National Geographic Explorer and conservationist Rosamira Guillen is taking action to keep the native Colombian monkey from disappearing.

The first time conservationist and National Geographic Explorer Rosamira Guillen saw a cotton-top tamarin was in Colombia’s Barranquilla Zoo. She was a landscape architect at the time, in charge of developing a master plan to remodel the zoo, including the animal enclosures.

“When I went to their exhibit at the zoo,” Guillen recalls, “I met cotton-tops for the first time in my life. I was truly amazed to learn that this cute little primate was only found in the northern region of Colombia and nowhere else in the world.  This was an animal that was right in my backyard and I never knew about them.”

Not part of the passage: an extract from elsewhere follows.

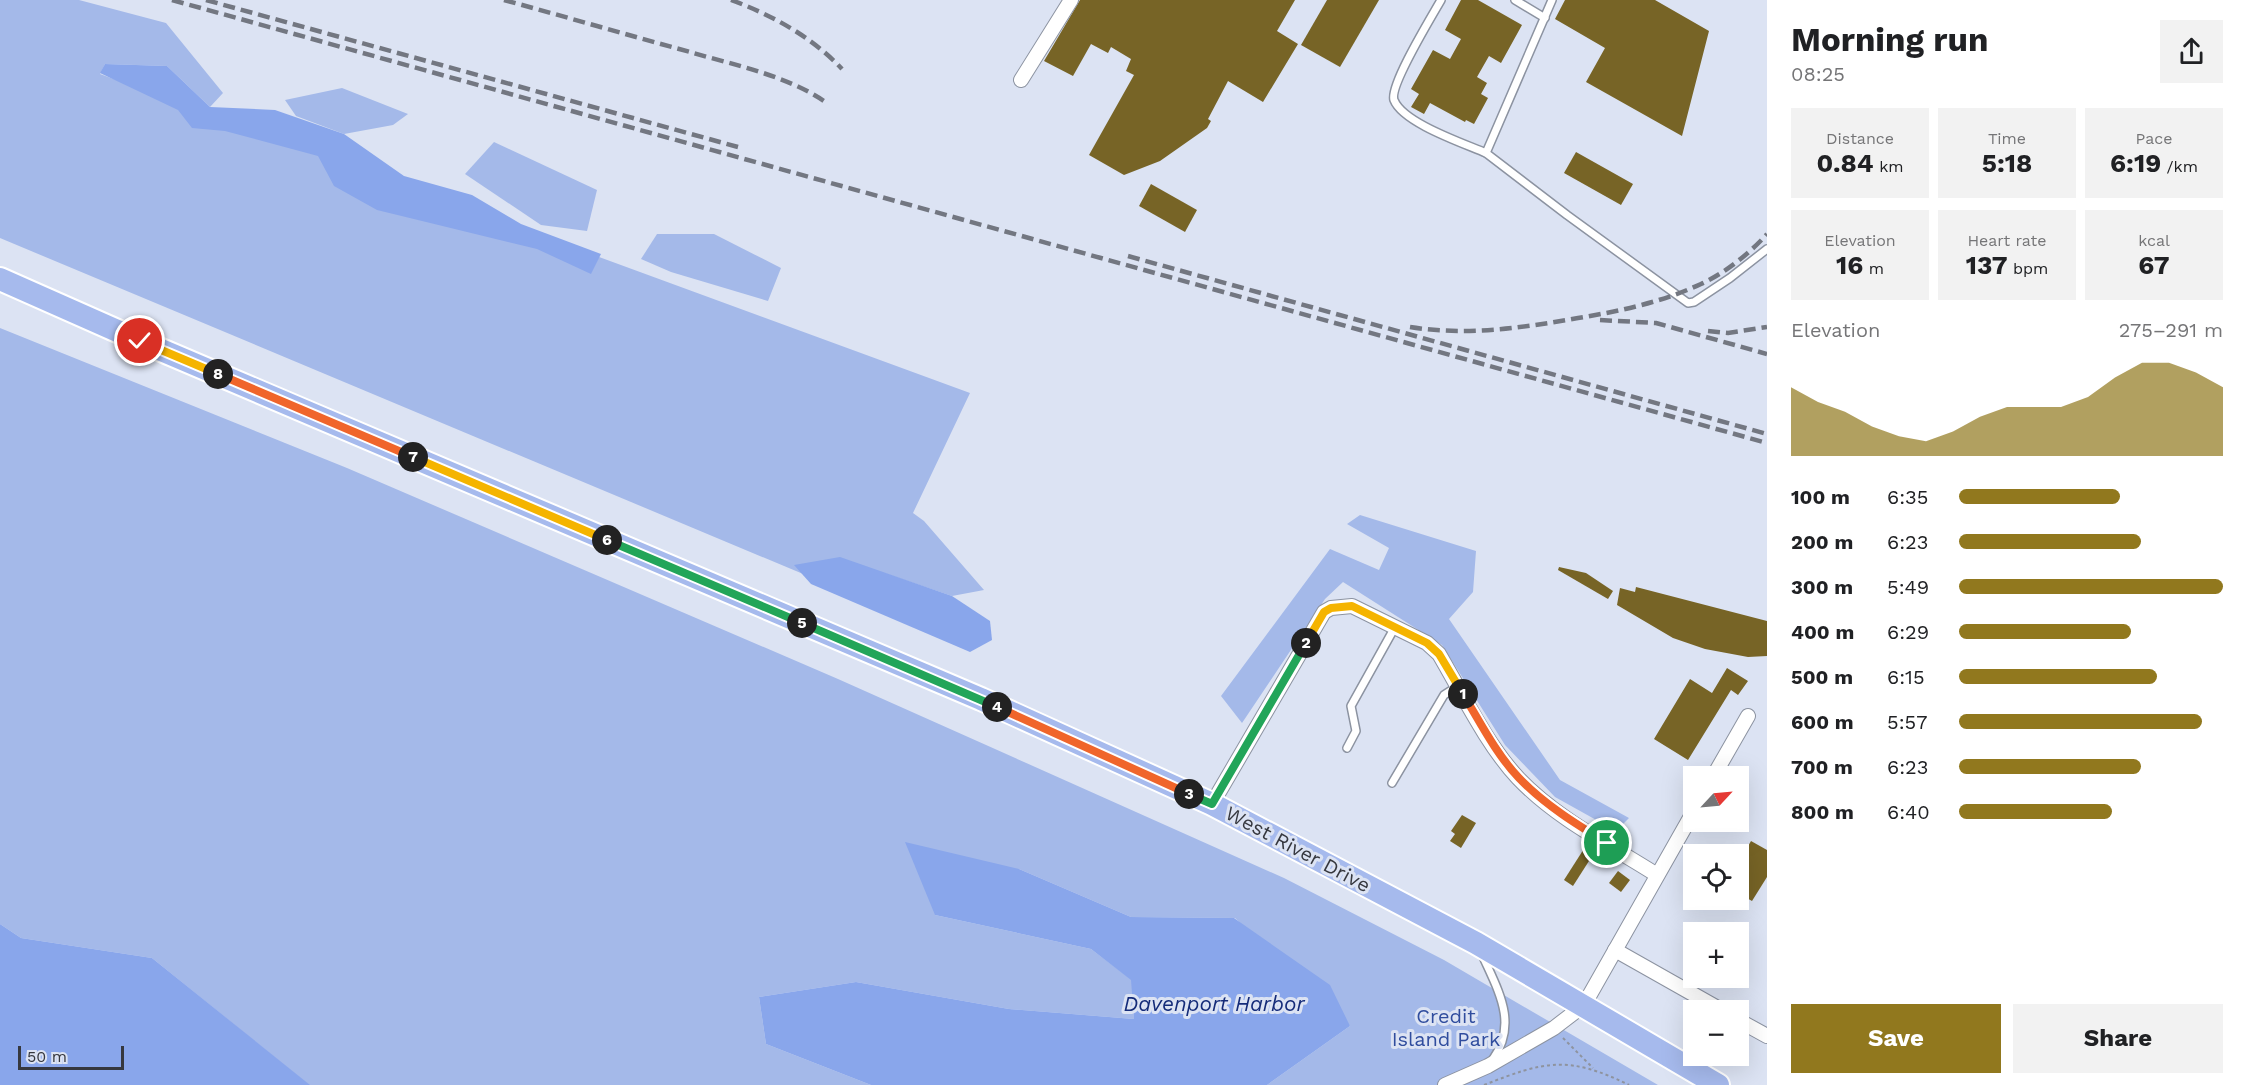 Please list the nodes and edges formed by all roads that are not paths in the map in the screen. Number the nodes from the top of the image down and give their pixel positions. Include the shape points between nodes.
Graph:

Though she was born and raised in Barranquilla, Guillen had never even heard about this unique animal. Later, as the director of the Barranquilla Zoo, she chose cotton-tops to be the entity’s symbol. The little monkey with the crazy hairdo became the focus of numerous education and awareness campaigns.

Since then, Rosamira has made it her personal mission to secure a long-term future for cotton-top tamarins. Now the director of Proyecto Tití, she and her team have created strategies that have identified the threats to the survival of cotton-top tamarins and developed practical solutions to help pull these charismatic monkeys from the brink of extinction. 

“When Proyecto Tití was founded more than 30 years ago,” Guillen says, “people had no idea about how unique and important cotton-top tamarins were and they were completely absent in our country’s environmental agendas and priorities.” 

Over the last decade, the organization has targeted key threats, including deforestation and illegal capture, through an integrated, strategic approach. They create techniques to monitor the population of wild cotton-tops in Colombia, working with communities to develop sustainable development programs, establishing protected forest areas, and fostering the next generation of conservation leaders through education programs. 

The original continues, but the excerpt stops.